There are of course a range of civil liberties issues connected to DNA databases.   In brief some of the issues are:

  • Erroneous conviction may result from an over-reliance on DNA databases.  Mistakes happen, partial samples, wrongly labelled samples, contaminated samples, false positive identifications etc.
  • Fingerprints tell us nothing about an individual’s disabilities, potential health problems, parentage.  DNA provides extensive private information on an individual.  When such information is held there is always a risk that it will be abused.  Today it may be the case that only ‘junk’ DNA is held, but DNA carrying information would be far more ‘useful’, and pressure is likely to grow to hold more informative datasets.
  • Will an individual who refuses to provide a sample be identified?  Perfectly innocent individuals might find themselves vilified for a quite reasonable refusal to provide a sample, “if he has nothing to hide he has nothing to fear”.
  • Will individuals from particular groups be more likely to find themselves targeted for inclusion within the database?
  • Phenotypic profiling can be used to identify racial or other characteristics. Let us imagine that the DNA from a crime scene is identified as being of a male from the Middle East; now imagine you are one of only six Arabs living on the local housing scheme.
  • Related to the above is the possibility that the crime sample reveals that the suspect suffers from a particular genetic abnormality.  Will the police be able to check hospital records for those being treated for this abnormality?  The end result may be the inadvertent publication of an individual’s most private details.
  • The number of innocent people on database tends to constantly expand as more and more individuals are added: DNA dragnets, examining familial lines, innocent individuals who ‘look like a suspect’ (perhaps over six foot and black).
  • Being identified by a DNA ‘trawl’ twenty years after the event may make it very difficult for the suspect to prove their innocence.  As a DNA trawl can identify anybody on the database, without any prior suspicion, it is inevitable that some innocent individuals will be so identified (Peter Hamkins).  How would you prove that you were not on such and such a housing estate on 19 March 1999?
  • ‘Offline’ (not legally constituted) databases can be built.  As the collection of DNA expands the temptation to maintain unofficial databases increases.  Nobody likes to throw data away.  The temptation to hang on to data that should be discarded is likely to increase as time allows us to become accustomed to DNA records being kept.  To date offline databases have been discovered in both Louisiana and New York   (Simoncelli & Krimsky S. (2007) A New Era of DNA Collections: At What Cost to Civil Liberties? American Constitution Society for Law and Policy)

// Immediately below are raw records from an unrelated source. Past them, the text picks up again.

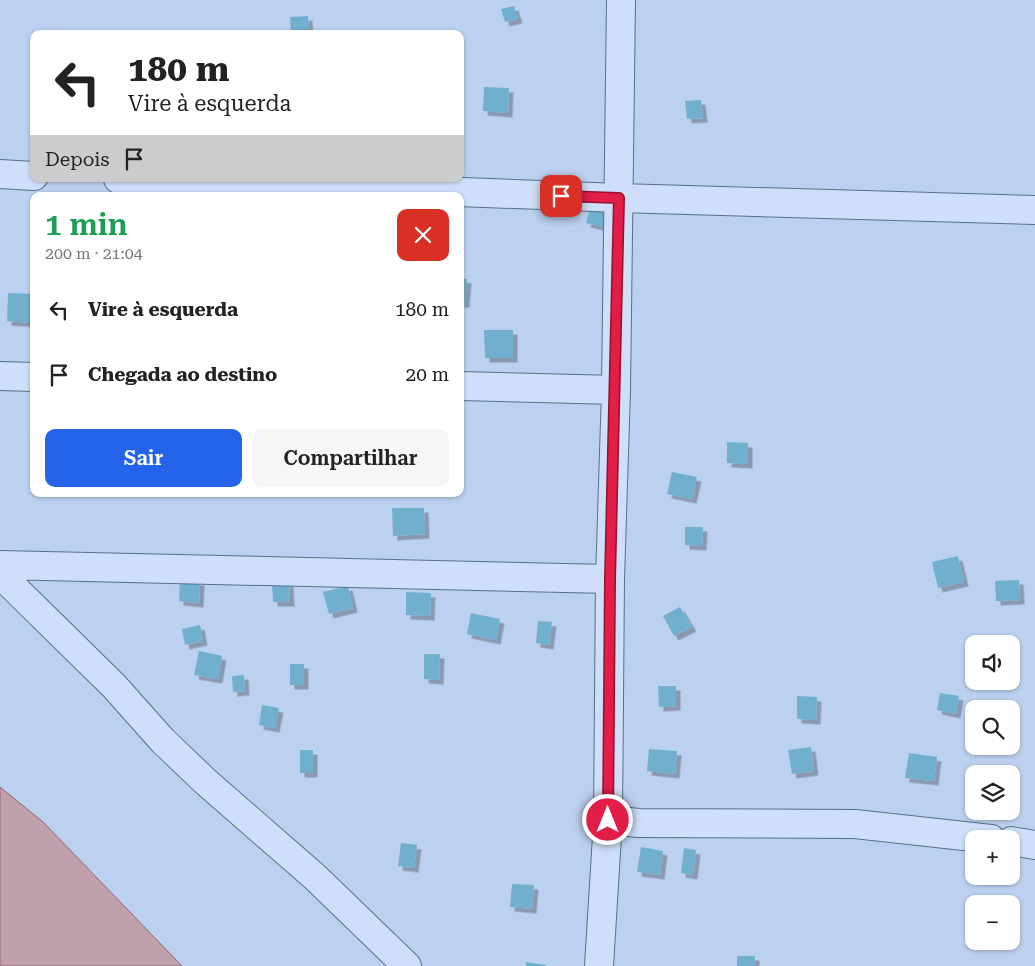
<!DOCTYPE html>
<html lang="pt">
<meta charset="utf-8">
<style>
body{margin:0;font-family:"Roboto Serif",serif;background:#f6f6f6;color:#222;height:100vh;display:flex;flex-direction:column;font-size:19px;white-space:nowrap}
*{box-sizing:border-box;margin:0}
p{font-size:16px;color:#767676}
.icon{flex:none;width:28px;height:28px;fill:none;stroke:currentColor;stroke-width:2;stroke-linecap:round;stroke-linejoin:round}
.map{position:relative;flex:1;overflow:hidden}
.side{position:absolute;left:30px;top:192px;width:434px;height:305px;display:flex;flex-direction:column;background:#fff;border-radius:10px;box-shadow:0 1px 4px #0004}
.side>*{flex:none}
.banner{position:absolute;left:30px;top:30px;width:434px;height:152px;border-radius:10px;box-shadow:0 1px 4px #0004;background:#fff;color:#222;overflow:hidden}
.tools{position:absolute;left:965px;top:635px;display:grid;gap:10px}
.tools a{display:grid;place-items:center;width:55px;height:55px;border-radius:10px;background:#fff;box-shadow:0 1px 4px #0004;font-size:25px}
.pin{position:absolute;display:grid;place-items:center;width:42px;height:42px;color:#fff;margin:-21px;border-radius:10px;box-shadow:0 2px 8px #0006}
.me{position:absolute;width:55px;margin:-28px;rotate:0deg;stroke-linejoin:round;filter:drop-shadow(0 0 4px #0008)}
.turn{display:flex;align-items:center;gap:18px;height:105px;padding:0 15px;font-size:22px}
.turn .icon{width:65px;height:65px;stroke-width:2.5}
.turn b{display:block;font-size:35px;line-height:42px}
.then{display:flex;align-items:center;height:48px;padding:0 15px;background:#0003;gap:10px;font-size:19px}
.round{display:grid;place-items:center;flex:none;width:52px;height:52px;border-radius:10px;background:#f6f6f6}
.overview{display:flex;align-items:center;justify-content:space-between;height:85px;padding:0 15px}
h1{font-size:30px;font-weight:600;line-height:38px;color:#1e9e55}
.action{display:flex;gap:10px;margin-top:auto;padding:10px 15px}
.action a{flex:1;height:58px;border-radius:10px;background:#2563eb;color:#fff;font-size:20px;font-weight:600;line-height:58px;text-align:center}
.action a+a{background:#f6f6f6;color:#222}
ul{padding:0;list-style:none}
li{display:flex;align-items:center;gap:15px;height:65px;padding:0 15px}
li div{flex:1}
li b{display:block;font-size:19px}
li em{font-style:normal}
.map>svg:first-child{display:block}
.water{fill:#bfa0ac;stroke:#8d6874}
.building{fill:#70b0ce;filter:url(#shadow)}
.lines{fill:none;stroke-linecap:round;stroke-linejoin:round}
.minor-casing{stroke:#557186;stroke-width:30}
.minor{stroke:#cfdff9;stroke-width:28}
.route-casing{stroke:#92132f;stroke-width:12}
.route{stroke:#e11d48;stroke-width:9}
</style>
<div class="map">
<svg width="1035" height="966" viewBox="0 0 1035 966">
<defs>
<filter id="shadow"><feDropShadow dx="4.5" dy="4.5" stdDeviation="0" flood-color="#0004"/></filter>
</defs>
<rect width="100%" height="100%" fill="#bcd0ef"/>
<path class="water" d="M 0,787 L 43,822 L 182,966 L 0,966 Z"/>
<path class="building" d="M 514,6 L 518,19 L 505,22 L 501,9 Z
M 308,16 L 309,34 L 291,34 L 290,17 Z
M 484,87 L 509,88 L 508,113 L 483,111 Z
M 701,100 L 703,118 L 687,119 L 685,101 Z
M 591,205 L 607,209 L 603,227 L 586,223 Z
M 460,278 L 467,279 L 465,303 L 460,303 Z
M 8,293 L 34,294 L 34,323 L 7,321 Z
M 484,330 L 513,330 L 513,358 L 485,358 Z
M 727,442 L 748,443 L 748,464 L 727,463 Z
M 672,472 L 697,477 L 692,499 L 667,494 Z
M 392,508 L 424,508 L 425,534 L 393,536 Z
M 685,527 L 703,527 L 702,546 L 685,545 Z
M 958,556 L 964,582 L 938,588 L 932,562 Z
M 180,580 L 200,581 L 199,603 L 179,601 Z
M 1019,580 L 1020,600 L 996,601 L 995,581 Z
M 289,582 L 290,602 L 273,602 L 272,583 Z
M 348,586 L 353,608 L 329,614 L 323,592 Z
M 406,592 L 431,593 L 430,616 L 406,615 Z
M 680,607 L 692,627 L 674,636 L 663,616 Z
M 471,613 L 500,619 L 496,640 L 467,634 Z
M 538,621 L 552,622 L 549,645 L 536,643 Z
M 200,625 L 203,641 L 185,645 L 182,629 Z
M 199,651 L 222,656 L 218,679 L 194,675 Z
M 424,654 L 440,654 L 439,680 L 424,679 Z
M 290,664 L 304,664 L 304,685 L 290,685 Z
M 244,675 L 245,691 L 233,692 L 232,676 Z
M 658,686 L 676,686 L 676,706 L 659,707 Z
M 940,693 L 959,696 L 956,714 L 937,710 Z
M 797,696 L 817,697 L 816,720 L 797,719 Z
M 262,705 L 279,708 L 275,728 L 259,725 Z
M 989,705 L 1005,708 L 1004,709 L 988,709 Z
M 811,747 L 814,771 L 792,774 L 788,750 Z
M 649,749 L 677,751 L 675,774 L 647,771 Z
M 300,750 L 313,750 L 313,773 L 300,773 Z
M 909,753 L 937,757 L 934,781 L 905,778 Z
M 401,843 L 417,845 L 414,868 L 398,866 Z
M 641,847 L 663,851 L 660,875 L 637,872 Z
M 684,848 L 696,850 L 693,875 L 681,873 Z
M 512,884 L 534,885 L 532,909 L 510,907 Z
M 737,956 L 755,956 L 755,966 L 737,966 Z
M 526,962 L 546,965 L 546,966 L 526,966 Z"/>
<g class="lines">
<g class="minor-casing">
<path id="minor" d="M 0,174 L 34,176
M 118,179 L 619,198 L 1035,210
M 0,376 L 34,377
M 460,386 L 616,390
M 0,565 L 610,579
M 0,574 L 114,686 L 163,741 L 206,782 L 315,877 L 407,966
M 608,820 L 639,823 L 855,824 L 991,839
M 1011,841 L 1035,845
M 599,966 L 608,820 L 610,579 L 616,390 L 621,0"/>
</g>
<use href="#minor" class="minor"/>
</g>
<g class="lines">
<g class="route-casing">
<path id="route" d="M 561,196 L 619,198 L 610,579 L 608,820"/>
</g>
<use href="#route" class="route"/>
</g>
</svg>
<div class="tools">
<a><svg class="icon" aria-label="sound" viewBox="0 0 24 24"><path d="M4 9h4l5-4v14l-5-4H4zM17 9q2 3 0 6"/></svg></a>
<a><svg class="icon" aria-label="search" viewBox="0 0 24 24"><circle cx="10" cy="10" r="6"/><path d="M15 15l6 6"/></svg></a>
<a><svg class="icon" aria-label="layers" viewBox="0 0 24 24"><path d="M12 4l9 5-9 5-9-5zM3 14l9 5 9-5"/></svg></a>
<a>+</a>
<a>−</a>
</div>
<div class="pin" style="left:561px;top:196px;background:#d93025"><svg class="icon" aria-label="arrive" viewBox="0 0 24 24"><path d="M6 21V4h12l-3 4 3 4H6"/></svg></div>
<svg class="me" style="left:608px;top:820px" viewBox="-20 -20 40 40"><circle r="17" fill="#e11d48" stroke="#fff" stroke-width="3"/><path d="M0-11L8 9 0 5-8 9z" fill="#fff"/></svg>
<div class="banner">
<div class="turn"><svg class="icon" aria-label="left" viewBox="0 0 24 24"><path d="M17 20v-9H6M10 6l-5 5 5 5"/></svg><div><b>180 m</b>Vire à esquerda</div></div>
<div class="then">Depois<svg class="icon" aria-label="arrive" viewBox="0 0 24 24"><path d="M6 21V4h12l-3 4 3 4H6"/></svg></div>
</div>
<section class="side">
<div class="overview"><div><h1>1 min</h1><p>200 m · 21:04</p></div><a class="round" style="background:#d93025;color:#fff"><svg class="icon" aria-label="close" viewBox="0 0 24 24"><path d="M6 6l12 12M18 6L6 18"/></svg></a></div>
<ul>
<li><svg class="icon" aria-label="left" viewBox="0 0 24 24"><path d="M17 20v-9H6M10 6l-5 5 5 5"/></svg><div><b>Vire à esquerda</b></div><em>180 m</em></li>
<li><svg class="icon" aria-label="arrive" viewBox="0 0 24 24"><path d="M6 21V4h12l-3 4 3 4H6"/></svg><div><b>Chegada ao destino</b></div><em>20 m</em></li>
</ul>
<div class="action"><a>Sair</a><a>Compartilhar</a></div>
</section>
</div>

  • The state may at some future time allow a wider use of the database.   The end result being a) an increase in the likelihood of the data leaking, b) the inclusion of an individual in a study/project/commercial enterprise regardless of their willingness to participate.

I am not arguing that we should not keep DNA records, that DNA ‘fingerprinting’ cannot provide a significant tool in the battle against crime.  However, DNA databases are not a miraculous solution to all unsolved crimes, neither are they built and extended without considerable risk to personal civil liberties.  As with most risks to civil liberties this one is easily ignored, until you are identified.